As Topsmead evolved over the years, the buildings were an integral part of its operation. Today several remain while many are now gone. Some were built to meet specific needs; others were acquired along with property purchased. This month is the second of three reflections on this topic. I’ll describe most of Topsmead’s structures so you can get a better sense of what the estate was like during the time Miss Edith lived there.
In August of 1928, Miss Edith purchased the Buell farm, (about 46 acres) from George Buell. At that time I believe there were the horse barn and the cow barn, plus two houses, the farmhouse (which stands today across from the current parking lot) and the cottage, (relocated across Buell Road) across the driveway from it. I don’t know if there were any other buildings there at that time. Miss Edith began refurbishing the cow and horse barn immediately. The farmhouse became the home for the manager of Topsmead Farm. Extensive improvements were made in 1935 when the dairy was added to the south side of the house and an enclosed porch to the west side. The cottage across the driveway became the home of gardener, Decimo Simoncelli and his wife Marion until the early 1940’s. It was then rented to the Abrahamson family from November 1942 until about April 1951. After that, it became the maid’s cottage as there was no longer enough room for them in the front section of the farmhouse.

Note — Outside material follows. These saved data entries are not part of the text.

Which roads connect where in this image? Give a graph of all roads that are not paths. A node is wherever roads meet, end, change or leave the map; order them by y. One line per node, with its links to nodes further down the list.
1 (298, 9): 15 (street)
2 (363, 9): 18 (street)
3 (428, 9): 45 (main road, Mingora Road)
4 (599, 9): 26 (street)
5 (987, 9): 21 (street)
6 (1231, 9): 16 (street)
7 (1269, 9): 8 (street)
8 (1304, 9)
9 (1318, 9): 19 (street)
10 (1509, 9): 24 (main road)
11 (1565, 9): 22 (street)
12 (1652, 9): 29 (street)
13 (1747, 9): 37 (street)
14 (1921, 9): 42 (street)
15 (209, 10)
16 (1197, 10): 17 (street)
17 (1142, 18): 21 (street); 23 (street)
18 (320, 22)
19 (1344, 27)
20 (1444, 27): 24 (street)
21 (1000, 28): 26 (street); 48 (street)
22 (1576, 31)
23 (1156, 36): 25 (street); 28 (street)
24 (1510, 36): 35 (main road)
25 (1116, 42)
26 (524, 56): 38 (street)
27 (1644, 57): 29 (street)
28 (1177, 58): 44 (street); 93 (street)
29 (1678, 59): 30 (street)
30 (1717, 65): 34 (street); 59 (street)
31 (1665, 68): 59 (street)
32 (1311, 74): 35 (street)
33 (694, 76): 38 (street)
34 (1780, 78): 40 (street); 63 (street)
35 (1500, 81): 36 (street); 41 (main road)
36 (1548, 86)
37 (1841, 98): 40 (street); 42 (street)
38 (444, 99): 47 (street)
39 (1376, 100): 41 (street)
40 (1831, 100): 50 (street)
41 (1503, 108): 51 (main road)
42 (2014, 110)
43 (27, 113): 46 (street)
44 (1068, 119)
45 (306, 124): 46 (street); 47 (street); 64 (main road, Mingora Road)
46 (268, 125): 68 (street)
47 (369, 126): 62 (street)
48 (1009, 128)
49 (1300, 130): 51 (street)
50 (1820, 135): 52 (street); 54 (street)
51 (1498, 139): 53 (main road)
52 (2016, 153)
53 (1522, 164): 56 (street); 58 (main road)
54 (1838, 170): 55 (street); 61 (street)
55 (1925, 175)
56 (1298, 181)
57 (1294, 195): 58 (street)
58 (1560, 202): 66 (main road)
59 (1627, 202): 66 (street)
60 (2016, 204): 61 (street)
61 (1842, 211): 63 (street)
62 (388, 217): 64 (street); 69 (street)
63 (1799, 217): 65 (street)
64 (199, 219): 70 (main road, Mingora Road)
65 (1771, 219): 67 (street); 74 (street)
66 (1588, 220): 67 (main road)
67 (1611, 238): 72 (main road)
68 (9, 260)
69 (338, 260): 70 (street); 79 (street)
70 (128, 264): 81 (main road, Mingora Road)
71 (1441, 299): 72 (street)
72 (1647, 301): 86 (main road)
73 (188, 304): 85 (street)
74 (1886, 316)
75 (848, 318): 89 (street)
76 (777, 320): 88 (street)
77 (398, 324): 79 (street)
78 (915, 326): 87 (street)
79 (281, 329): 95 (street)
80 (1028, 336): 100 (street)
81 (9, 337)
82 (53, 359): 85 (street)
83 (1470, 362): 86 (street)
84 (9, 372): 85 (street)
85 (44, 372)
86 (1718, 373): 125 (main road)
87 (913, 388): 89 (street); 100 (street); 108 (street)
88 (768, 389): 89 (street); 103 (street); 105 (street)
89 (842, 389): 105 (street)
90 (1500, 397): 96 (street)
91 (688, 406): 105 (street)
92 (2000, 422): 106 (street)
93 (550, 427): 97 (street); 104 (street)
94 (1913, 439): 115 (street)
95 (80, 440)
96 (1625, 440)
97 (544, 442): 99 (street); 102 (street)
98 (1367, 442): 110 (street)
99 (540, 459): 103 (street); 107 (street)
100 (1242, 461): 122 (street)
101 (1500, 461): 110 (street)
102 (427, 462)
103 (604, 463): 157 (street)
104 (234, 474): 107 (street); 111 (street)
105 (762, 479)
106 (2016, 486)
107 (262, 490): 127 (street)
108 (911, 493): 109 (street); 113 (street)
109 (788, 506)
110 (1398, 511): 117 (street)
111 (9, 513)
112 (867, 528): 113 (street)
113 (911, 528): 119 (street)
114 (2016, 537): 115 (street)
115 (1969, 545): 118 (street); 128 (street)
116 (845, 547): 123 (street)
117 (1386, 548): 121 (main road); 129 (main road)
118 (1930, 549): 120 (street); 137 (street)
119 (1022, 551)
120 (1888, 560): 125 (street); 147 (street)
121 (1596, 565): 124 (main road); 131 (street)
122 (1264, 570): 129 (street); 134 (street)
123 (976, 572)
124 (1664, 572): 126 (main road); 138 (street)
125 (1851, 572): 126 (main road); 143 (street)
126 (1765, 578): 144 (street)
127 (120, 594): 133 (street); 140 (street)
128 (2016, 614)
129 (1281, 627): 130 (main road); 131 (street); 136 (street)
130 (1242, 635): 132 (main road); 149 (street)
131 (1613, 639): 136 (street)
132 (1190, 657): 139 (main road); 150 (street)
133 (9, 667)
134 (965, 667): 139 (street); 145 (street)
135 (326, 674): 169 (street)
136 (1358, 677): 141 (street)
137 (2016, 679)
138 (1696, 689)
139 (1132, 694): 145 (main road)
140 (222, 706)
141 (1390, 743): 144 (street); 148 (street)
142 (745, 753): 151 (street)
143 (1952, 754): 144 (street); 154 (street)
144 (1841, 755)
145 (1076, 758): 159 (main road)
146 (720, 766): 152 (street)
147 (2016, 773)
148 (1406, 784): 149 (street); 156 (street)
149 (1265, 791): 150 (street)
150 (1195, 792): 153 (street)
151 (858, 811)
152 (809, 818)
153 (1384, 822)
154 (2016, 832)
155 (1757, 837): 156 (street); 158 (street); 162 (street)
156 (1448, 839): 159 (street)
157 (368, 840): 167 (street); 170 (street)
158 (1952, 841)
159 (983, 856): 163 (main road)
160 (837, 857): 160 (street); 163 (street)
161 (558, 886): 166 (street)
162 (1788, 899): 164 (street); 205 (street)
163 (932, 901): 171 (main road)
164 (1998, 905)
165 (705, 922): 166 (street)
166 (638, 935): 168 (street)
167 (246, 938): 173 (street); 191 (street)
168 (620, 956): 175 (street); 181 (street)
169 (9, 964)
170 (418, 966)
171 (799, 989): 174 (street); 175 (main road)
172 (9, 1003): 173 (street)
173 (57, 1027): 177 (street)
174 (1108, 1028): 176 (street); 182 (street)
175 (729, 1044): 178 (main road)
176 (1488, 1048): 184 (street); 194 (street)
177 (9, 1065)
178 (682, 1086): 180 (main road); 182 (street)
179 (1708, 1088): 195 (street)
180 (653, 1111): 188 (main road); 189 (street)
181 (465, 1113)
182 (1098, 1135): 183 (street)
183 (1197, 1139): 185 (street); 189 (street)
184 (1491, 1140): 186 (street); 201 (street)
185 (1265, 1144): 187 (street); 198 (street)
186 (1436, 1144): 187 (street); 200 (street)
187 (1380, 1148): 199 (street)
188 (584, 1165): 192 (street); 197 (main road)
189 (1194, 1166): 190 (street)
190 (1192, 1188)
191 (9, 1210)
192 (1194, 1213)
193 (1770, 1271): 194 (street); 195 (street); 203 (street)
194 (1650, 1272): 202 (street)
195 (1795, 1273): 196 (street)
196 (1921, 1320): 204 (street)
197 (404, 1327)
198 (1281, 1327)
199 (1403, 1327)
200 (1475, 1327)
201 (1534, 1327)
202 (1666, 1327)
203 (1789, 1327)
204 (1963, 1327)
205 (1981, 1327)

There were two other buildings at the farm, the oil shed, and the big equipment shed I don’t know when they were constructed, but they were there when we were children. The oil shed was next to (left of), the three-car garage which was built in 1929 to house Miss Edith’s personal automobiles. In the front section was a modified Ford Model A which was converted to a road roller, used to smooth out the dirt roads. The rear end of the car was converted to a concrete steel drum driven by a chain drive. The rear end of the oil shed housed all of Dad’s lubricants and parts for maintaining the equipment at the farm. The big equipment shed was opposite the cow barn and housed the big 2 1/2 ton, dump truck; the Clevetrack tractor; the sprayer; the Fordson tractor; a plow and harrow; snow plows, and the smaller truck.
In 1932, a maintenance shed was built to the east of the horse barn. It was used to store all the hand tools and small equipment such as lawnmowers, roadside trimmers, etc. needed to repair or maintain buildings, equipment, or grounds.
In 1934, our house was built around the three-car garage. It was designed by Fred Webster and was meant for summer use only, having no cellar, or central heat. It had a crawl space for a basement and a combination oil cooking and heating stove in the kitchen, a fireplace in the living room, and an oil stove in the upstairs hall. All of these buildings still exist. The Topsmead Unit DEEP supervisor currently uses the living room in our house as his office.
In 1943 a chicken coop, designed by Fred Webster, was built to the south of the cow barn. It contained two sections. One housed the newest chicks, the other, the one-year-old chickens.
In 1944 a new pig enclosure and farm incinerator were built across the road from the barns and shed, keeping any scents away from the farm proper.
In 1945, a turkey enclosure was built to the south and east of the maintenance shed. It housed about 25 turkeys each year thereafter.
In 1953, a small sheep shed was built.
Then in 1954, the picnic shed was moved from Terryplace to the field behind our house.
In 1958 this was replaced by a new shed added on to the south side of the equipment shed, and the tractor road had to be shifted slightly southward to accommodate it.
Finally, in 1956, a small coop was built to the west of the chicken coop to house a few doves which were to be raised for squab. This adventure only lasted a short while. This was the last building added to the farm complex. All the small animal sheds etc. are no longer there.